* _Exercise goal_
The expected answer is every line of the material that contains the word "Φαναριωτών".

*** Opening of Material provided ***

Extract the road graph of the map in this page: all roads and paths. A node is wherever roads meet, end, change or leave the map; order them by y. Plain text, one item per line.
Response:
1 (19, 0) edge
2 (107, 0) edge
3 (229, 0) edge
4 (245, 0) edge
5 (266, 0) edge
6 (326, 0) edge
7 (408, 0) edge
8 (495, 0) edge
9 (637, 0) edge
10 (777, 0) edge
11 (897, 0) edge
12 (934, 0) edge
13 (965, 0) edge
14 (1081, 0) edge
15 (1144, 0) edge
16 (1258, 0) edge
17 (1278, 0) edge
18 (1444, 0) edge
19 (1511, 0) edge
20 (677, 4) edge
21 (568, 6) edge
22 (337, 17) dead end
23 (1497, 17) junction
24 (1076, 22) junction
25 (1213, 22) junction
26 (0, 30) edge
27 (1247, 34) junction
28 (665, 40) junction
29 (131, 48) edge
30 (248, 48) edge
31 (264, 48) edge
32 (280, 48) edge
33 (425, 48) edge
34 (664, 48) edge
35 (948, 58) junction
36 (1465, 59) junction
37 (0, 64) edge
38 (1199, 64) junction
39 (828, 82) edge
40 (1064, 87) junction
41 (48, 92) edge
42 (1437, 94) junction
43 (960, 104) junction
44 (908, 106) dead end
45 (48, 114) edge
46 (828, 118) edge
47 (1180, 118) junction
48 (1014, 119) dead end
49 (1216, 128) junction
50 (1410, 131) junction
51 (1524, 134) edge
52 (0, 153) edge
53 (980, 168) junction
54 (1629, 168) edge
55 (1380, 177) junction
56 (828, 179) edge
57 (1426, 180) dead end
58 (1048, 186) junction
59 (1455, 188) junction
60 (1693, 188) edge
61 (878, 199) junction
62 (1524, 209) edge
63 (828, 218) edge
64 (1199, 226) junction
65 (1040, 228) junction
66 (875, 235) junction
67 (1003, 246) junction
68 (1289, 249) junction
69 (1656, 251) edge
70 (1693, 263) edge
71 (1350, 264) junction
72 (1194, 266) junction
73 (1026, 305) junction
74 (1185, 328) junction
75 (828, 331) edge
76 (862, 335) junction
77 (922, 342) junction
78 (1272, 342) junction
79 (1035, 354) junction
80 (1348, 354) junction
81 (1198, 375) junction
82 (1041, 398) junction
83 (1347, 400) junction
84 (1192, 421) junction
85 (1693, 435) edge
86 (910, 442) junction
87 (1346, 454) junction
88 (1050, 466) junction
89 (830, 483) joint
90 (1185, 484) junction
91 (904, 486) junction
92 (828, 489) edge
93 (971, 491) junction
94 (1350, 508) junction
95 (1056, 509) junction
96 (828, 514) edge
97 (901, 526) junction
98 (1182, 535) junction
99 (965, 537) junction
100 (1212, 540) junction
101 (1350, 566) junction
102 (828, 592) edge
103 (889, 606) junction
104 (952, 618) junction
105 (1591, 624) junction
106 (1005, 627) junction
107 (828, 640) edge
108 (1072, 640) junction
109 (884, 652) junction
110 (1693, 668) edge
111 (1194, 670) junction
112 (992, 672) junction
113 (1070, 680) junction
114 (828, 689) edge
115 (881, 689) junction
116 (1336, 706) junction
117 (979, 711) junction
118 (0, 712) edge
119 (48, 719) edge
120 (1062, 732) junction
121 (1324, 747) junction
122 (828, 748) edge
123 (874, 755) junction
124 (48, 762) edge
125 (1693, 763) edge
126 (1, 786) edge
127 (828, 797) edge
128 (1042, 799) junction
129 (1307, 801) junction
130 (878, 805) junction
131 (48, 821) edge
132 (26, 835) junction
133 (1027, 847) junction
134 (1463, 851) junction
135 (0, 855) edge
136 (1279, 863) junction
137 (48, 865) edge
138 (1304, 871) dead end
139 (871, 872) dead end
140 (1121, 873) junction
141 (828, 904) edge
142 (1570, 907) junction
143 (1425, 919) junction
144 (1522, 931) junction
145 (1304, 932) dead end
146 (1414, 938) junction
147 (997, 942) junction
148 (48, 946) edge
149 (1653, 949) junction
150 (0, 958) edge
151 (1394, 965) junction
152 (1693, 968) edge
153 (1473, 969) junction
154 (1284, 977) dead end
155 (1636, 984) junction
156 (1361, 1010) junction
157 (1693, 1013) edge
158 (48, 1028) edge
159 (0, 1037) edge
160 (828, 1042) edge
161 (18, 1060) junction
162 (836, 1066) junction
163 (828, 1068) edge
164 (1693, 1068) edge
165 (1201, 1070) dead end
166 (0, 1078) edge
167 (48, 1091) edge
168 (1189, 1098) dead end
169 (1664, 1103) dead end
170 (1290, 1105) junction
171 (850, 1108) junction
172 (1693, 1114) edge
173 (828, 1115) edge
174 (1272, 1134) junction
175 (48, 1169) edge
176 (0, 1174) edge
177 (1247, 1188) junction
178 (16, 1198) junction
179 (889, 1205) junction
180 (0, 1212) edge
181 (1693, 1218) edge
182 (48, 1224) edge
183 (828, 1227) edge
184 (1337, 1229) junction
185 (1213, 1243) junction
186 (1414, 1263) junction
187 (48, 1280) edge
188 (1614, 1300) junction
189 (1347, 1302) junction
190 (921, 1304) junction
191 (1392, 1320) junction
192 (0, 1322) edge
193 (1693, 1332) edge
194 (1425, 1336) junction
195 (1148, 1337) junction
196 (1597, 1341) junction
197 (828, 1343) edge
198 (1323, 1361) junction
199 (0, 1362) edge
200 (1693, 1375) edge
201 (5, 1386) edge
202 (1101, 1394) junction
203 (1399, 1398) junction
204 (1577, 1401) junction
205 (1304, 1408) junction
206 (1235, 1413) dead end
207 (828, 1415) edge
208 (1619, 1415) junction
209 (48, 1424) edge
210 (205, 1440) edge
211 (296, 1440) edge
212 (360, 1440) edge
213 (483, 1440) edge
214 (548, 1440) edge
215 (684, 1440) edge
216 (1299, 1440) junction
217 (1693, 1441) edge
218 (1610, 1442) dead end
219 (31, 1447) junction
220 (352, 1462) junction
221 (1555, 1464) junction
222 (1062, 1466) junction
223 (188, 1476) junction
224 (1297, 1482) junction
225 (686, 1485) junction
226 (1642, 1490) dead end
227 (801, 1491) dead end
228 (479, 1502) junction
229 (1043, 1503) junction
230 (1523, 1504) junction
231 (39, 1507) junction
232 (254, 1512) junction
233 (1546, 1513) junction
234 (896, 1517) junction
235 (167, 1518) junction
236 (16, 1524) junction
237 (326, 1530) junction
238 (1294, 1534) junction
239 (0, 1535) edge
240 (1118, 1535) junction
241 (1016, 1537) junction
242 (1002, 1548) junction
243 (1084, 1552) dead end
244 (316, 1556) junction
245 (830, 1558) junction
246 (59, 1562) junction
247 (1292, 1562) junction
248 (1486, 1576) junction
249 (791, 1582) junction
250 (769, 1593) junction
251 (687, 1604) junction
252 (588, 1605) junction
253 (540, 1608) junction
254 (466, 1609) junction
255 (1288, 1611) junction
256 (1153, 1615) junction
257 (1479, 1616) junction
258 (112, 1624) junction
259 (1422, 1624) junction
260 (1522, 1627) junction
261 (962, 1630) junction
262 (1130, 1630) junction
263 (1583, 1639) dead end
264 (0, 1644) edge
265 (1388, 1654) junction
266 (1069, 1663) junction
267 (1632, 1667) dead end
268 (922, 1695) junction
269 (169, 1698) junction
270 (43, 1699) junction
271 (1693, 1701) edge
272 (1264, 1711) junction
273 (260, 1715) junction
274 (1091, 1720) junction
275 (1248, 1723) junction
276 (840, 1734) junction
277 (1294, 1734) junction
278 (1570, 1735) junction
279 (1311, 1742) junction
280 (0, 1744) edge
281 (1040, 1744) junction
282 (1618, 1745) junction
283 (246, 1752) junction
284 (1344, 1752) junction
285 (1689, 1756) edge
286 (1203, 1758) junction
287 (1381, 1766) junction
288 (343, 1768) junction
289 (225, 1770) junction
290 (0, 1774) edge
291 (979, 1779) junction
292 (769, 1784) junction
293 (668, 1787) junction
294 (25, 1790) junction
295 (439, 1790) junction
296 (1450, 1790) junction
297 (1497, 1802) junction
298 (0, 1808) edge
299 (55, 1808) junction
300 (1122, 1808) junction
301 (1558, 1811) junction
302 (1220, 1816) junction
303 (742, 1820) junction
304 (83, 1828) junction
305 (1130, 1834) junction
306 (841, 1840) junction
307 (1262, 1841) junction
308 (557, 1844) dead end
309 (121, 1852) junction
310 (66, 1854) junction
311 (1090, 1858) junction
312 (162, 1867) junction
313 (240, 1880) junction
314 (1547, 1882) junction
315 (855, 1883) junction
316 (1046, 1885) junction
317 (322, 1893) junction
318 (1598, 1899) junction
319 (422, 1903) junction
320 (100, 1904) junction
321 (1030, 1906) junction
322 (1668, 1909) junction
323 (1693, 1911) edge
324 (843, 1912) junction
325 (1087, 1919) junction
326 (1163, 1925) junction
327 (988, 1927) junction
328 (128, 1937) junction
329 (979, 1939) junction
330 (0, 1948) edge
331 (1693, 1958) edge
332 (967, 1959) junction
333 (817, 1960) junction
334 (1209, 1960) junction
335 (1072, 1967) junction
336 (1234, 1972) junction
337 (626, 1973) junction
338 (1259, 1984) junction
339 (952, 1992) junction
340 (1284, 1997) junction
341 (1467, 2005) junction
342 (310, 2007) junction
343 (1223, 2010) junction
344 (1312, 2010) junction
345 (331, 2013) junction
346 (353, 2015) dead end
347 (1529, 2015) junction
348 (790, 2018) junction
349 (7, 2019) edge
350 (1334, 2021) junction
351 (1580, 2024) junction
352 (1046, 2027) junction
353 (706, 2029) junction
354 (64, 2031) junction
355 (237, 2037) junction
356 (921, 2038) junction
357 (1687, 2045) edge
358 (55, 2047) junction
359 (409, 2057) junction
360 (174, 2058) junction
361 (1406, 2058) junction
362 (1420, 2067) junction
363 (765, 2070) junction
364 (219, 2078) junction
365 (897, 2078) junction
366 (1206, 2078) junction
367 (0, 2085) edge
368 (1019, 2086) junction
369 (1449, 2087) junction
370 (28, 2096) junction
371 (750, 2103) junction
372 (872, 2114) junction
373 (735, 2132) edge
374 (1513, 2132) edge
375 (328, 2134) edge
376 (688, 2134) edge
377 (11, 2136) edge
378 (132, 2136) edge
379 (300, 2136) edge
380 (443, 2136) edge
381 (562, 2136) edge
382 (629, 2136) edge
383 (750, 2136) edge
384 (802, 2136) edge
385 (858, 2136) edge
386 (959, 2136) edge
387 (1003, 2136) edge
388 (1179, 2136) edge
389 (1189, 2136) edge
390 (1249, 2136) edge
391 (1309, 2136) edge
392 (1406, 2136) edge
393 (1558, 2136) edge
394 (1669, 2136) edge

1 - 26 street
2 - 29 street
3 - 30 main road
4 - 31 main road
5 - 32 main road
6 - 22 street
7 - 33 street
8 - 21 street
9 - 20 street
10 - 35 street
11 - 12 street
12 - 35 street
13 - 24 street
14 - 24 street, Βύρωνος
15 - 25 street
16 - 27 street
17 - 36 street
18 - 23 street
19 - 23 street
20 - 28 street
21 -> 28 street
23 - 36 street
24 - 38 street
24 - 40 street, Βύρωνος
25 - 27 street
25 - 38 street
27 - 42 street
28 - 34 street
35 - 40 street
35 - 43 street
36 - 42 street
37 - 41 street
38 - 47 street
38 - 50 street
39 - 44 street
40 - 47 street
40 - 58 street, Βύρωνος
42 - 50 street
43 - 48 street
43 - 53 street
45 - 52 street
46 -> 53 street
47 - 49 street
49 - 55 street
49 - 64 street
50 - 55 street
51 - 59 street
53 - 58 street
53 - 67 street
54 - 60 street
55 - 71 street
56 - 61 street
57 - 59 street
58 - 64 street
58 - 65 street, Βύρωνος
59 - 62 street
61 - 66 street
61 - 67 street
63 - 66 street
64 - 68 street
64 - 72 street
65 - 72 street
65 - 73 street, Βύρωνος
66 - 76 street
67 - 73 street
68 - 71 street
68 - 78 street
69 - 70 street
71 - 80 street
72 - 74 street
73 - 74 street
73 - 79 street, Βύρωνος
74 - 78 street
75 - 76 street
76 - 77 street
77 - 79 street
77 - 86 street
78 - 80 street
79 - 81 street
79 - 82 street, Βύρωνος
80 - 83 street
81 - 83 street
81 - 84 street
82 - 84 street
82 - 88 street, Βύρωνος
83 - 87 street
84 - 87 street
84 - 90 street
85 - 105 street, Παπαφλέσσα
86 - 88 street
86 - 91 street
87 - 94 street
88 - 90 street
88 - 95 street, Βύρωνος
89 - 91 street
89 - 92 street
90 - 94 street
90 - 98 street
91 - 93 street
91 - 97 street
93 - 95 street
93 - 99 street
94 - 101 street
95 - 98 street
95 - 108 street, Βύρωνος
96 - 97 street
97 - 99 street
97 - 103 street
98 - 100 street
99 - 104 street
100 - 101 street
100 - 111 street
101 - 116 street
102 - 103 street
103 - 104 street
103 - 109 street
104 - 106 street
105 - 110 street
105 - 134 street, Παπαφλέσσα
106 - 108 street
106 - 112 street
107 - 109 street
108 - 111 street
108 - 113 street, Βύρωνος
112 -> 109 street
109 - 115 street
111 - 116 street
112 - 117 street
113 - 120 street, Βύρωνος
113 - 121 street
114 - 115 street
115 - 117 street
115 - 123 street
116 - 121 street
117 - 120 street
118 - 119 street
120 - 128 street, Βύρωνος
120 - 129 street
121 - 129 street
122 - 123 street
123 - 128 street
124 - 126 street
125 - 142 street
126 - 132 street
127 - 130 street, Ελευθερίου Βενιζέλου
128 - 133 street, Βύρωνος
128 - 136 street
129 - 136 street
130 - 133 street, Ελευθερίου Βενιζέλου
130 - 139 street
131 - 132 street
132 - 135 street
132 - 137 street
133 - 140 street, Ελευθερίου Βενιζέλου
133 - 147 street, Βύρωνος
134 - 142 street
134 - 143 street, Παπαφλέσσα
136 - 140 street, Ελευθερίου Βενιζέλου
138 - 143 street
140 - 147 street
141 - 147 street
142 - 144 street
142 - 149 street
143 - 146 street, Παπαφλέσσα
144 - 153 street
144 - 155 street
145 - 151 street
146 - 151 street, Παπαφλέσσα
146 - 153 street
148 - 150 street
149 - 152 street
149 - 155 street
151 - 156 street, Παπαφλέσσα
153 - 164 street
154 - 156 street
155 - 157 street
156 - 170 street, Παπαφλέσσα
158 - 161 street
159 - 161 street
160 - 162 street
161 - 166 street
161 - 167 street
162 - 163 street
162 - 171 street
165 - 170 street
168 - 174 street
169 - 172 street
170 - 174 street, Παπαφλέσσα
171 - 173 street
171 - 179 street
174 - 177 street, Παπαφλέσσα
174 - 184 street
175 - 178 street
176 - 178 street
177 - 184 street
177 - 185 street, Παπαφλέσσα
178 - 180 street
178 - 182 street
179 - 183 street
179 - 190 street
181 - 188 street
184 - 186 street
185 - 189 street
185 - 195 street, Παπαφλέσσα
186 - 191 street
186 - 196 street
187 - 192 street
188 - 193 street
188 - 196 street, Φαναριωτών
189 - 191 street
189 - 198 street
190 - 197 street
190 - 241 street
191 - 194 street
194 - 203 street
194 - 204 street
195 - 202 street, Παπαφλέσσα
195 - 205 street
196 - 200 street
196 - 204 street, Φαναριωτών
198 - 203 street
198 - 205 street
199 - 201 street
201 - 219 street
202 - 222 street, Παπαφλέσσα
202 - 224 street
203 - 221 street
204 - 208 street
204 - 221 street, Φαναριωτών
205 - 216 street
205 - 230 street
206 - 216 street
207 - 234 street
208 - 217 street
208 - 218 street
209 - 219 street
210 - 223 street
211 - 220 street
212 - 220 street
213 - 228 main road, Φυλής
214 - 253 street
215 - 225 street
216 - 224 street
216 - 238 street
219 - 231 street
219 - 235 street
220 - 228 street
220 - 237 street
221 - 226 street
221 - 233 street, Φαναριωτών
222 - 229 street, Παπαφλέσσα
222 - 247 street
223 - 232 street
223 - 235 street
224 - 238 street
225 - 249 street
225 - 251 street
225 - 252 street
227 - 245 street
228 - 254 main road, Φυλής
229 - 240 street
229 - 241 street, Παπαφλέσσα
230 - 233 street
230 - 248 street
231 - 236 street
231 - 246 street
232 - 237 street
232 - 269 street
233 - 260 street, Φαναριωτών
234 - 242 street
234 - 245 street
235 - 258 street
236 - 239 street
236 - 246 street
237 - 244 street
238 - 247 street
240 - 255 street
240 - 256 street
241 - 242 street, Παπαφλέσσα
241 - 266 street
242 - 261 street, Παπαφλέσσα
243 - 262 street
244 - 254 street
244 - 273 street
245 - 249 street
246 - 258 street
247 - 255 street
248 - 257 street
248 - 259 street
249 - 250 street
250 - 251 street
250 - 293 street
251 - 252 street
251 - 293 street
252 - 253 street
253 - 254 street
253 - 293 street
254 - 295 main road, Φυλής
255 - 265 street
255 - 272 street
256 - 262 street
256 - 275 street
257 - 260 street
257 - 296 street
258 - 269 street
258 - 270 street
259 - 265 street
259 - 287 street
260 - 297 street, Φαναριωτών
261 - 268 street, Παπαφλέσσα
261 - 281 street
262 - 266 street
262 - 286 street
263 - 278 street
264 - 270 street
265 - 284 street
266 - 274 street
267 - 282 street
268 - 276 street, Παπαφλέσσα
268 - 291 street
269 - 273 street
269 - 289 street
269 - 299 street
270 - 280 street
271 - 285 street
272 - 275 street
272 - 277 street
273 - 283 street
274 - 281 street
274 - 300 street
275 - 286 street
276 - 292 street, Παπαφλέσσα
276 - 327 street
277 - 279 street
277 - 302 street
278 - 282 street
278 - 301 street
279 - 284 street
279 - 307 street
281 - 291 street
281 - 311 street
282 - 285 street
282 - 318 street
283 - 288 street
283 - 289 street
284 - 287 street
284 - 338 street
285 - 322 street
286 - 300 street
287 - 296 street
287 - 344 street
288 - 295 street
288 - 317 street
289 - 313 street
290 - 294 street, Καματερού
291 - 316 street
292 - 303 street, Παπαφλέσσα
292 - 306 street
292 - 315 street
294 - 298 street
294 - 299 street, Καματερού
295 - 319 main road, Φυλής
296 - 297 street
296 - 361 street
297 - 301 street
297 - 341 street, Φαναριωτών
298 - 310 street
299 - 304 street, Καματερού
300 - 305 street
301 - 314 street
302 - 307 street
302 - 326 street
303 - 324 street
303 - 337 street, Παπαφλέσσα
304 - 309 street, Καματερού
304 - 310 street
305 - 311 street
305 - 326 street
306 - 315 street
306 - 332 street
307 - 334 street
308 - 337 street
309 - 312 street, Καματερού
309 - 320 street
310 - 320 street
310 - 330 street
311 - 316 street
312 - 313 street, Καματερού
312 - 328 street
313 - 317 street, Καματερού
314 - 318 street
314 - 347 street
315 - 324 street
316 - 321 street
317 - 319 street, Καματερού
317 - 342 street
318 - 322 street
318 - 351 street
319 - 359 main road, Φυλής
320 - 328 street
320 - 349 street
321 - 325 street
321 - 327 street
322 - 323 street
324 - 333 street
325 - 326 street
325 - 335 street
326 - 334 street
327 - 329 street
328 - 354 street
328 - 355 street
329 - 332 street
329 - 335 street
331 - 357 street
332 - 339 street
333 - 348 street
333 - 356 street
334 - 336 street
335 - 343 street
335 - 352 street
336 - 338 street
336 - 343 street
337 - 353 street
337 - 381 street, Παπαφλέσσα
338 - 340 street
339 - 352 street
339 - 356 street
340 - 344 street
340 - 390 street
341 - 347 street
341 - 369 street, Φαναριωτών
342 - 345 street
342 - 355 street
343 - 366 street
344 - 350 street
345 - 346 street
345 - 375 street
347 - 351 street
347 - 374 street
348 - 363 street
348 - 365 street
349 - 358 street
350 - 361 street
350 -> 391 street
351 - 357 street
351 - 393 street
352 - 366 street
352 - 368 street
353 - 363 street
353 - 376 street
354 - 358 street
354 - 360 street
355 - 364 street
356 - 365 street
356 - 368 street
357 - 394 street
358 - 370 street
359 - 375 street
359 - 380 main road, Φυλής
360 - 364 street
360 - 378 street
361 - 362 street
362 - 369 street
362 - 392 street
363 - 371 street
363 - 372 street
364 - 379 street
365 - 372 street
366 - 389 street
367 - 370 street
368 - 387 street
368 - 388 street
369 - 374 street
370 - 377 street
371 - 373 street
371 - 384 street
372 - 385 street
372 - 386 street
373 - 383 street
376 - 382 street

*** Close of Material provided ***

* _Task solution_
188 - 196 street, Φαναριωτών
196 - 204 street, Φαναριωτών
204 - 221 street, Φαναριωτών
221 - 233 street, Φαναριωτών
233 - 260 street, Φαναριωτών
260 - 297 street, Φαναριωτών
297 - 341 street, Φαναριωτών
341 - 369 street, Φαναριωτών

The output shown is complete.